What to work on: Every line below that contains "buttons" is to be copied.

Materials provided:

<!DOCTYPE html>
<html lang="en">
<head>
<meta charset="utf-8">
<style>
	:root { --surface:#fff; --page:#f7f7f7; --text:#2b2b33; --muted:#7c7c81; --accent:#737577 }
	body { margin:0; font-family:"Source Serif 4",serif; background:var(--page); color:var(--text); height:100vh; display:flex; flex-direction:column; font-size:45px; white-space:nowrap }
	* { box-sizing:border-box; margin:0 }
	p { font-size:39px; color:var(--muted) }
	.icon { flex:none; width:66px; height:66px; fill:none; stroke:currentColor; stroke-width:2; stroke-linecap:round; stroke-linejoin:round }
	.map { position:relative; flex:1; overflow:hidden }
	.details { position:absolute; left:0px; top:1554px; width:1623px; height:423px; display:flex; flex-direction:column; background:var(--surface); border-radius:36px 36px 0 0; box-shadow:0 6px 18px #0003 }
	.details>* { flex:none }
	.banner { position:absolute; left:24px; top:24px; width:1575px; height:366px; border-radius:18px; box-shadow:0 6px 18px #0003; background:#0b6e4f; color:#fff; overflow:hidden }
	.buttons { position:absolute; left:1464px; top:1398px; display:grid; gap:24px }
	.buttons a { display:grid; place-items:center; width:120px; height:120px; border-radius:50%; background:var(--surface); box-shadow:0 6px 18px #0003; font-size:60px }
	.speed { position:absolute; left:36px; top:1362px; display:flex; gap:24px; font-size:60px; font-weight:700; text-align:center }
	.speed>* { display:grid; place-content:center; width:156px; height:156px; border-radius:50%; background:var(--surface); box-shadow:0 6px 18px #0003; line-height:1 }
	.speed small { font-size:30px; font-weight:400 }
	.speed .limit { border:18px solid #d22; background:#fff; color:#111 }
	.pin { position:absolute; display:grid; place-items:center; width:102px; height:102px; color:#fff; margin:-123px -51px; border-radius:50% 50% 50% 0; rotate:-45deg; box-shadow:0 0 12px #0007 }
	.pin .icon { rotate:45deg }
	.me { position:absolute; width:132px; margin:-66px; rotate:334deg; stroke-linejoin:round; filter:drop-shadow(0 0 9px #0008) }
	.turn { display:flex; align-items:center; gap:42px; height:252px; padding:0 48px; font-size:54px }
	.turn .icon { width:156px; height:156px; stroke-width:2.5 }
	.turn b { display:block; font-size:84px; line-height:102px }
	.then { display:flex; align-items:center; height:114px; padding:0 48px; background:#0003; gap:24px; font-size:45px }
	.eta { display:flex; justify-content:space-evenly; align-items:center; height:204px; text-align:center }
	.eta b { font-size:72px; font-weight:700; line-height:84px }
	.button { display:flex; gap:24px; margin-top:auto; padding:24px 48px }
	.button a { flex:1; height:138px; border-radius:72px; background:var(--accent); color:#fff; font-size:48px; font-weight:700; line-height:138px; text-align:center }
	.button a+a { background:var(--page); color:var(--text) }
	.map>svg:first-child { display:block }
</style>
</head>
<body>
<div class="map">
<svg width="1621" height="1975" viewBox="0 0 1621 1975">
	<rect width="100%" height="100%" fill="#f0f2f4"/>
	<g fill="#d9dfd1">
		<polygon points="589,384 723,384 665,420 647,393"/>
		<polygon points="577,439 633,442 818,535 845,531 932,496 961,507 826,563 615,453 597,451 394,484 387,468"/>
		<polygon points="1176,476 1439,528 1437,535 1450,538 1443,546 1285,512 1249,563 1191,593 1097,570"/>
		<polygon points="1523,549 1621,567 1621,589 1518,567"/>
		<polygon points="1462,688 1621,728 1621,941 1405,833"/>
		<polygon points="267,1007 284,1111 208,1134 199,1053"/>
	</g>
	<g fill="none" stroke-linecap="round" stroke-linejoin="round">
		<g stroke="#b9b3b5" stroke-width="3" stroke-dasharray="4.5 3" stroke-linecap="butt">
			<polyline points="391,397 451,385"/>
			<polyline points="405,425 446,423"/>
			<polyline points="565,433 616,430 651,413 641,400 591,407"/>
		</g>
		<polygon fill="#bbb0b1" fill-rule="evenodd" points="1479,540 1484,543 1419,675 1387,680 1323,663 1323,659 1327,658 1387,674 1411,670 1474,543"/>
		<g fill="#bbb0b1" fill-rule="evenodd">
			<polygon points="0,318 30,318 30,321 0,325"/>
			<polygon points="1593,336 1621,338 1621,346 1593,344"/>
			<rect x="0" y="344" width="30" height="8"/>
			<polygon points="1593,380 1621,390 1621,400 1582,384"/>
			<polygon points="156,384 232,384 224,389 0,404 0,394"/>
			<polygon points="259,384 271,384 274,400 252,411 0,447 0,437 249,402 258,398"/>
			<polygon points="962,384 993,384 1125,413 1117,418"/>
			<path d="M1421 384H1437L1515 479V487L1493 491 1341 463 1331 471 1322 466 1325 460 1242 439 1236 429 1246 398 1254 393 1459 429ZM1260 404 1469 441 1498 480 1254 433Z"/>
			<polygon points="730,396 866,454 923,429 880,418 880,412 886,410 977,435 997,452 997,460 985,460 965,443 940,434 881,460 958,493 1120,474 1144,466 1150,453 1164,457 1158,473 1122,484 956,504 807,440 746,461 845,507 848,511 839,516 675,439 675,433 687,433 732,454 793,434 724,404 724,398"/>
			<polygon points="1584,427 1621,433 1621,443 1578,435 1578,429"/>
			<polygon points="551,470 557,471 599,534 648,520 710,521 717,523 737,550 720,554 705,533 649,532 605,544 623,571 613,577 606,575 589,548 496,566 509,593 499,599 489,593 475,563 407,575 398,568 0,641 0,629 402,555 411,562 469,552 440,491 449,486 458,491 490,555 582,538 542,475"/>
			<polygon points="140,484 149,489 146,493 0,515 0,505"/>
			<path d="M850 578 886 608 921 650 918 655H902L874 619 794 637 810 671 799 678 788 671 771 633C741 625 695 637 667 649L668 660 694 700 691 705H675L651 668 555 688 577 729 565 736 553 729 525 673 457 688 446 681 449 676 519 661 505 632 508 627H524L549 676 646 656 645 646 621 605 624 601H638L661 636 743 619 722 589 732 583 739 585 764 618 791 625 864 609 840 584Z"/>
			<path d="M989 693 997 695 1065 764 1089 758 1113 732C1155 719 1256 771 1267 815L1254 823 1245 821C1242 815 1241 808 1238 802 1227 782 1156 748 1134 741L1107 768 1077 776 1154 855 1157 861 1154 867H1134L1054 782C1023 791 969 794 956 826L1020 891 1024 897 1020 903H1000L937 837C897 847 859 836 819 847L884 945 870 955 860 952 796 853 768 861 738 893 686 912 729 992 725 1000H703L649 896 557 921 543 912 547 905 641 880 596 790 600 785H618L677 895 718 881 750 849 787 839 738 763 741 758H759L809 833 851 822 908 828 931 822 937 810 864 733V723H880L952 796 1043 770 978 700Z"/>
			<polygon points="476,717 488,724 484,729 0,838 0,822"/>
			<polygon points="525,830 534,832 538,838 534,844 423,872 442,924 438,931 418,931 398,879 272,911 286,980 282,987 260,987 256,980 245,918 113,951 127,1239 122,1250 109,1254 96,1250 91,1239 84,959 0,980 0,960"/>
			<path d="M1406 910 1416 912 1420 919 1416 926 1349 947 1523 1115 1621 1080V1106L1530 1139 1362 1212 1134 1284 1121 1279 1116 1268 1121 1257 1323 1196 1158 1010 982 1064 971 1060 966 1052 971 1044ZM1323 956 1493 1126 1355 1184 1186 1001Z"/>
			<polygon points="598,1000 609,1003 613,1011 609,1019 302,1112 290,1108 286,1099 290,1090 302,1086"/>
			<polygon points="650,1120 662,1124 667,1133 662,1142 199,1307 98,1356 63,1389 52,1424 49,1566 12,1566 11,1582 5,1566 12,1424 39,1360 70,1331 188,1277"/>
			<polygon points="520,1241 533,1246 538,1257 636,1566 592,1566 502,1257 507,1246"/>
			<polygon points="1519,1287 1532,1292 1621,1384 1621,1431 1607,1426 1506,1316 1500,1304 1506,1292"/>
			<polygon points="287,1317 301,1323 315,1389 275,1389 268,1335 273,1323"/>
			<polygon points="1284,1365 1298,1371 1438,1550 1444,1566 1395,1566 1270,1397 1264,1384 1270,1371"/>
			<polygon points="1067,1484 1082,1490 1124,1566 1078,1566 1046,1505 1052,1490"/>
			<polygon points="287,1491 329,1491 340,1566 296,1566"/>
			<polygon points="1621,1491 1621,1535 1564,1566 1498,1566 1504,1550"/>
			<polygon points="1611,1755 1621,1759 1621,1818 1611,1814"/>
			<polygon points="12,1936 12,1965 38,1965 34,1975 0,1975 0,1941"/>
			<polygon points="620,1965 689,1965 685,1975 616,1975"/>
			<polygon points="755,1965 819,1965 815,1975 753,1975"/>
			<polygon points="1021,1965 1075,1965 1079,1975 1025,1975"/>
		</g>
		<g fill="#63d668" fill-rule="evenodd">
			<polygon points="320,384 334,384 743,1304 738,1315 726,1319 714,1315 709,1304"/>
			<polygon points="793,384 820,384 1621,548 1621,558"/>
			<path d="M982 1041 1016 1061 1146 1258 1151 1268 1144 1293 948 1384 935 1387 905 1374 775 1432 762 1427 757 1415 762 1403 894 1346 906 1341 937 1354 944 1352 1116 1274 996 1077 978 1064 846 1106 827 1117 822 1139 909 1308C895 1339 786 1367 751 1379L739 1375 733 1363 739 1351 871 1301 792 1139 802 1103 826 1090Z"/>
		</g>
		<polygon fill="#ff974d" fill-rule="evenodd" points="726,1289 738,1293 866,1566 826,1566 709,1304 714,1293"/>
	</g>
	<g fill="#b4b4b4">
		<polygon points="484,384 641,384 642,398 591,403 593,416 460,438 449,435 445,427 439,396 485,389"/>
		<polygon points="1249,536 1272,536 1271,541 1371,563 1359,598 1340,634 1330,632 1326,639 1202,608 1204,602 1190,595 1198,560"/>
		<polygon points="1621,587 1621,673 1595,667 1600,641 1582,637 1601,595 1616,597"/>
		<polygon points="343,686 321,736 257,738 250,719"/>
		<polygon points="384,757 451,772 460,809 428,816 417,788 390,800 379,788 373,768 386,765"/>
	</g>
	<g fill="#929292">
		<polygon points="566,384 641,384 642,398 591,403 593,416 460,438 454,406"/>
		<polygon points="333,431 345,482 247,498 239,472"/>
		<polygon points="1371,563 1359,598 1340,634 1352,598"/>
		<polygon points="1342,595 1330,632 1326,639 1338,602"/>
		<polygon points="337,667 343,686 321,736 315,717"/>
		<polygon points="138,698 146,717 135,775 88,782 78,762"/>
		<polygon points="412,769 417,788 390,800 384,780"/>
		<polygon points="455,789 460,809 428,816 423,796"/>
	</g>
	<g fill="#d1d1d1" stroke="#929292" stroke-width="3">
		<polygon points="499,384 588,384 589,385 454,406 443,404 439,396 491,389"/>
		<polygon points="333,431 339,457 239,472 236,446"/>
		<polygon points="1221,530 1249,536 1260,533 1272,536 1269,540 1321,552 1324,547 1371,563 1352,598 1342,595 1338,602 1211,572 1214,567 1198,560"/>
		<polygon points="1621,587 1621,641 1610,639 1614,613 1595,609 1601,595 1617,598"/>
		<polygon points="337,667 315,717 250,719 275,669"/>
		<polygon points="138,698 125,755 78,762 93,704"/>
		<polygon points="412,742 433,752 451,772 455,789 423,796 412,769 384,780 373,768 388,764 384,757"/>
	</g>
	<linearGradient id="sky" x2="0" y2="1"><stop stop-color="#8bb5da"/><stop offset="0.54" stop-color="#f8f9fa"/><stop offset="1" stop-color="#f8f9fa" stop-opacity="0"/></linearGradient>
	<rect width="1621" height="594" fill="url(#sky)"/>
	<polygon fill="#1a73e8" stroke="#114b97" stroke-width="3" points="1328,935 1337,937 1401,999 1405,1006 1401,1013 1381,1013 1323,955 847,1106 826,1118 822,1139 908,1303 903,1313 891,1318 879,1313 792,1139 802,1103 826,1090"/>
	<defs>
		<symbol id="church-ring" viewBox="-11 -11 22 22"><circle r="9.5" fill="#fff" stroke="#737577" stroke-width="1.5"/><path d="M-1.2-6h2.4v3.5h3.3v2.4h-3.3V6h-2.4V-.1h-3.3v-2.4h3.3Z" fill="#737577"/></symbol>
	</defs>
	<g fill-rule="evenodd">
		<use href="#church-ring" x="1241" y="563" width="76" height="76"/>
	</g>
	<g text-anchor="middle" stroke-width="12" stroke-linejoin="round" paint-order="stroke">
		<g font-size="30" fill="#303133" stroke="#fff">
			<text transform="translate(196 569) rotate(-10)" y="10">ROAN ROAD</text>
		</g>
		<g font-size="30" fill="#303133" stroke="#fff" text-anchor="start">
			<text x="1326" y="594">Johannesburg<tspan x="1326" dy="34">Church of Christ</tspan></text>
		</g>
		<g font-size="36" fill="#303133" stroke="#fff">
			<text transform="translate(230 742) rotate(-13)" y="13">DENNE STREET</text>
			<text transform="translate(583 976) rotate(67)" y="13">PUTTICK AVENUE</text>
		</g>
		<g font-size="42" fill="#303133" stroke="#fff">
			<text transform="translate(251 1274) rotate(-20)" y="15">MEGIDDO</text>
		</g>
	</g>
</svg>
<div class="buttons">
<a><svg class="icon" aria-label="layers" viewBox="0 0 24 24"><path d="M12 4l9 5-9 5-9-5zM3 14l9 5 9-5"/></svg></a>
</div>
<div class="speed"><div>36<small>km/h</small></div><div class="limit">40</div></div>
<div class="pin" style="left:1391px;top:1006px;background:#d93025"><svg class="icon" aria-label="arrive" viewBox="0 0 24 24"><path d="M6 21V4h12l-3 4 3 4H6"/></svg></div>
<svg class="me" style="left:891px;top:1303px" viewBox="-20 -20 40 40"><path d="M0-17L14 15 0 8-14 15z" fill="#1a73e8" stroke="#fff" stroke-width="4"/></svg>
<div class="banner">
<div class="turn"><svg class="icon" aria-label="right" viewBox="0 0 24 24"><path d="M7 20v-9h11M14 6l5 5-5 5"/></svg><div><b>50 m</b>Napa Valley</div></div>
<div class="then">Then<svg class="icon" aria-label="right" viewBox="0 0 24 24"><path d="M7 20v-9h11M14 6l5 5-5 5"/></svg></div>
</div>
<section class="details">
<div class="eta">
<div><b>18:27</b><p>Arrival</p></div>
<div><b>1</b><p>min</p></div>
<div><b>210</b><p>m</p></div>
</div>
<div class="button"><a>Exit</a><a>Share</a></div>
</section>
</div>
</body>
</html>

Your solution:
	.buttons { position:absolute; left:1464px; top:1398px; display:grid; gap:24px }
	.buttons a { display:grid; place-items:center; width:120px; height:120px; border-radius:50%; background:var(--surface); box-shadow:0 6px 18px #0003; font-size:60px }
<div class="buttons">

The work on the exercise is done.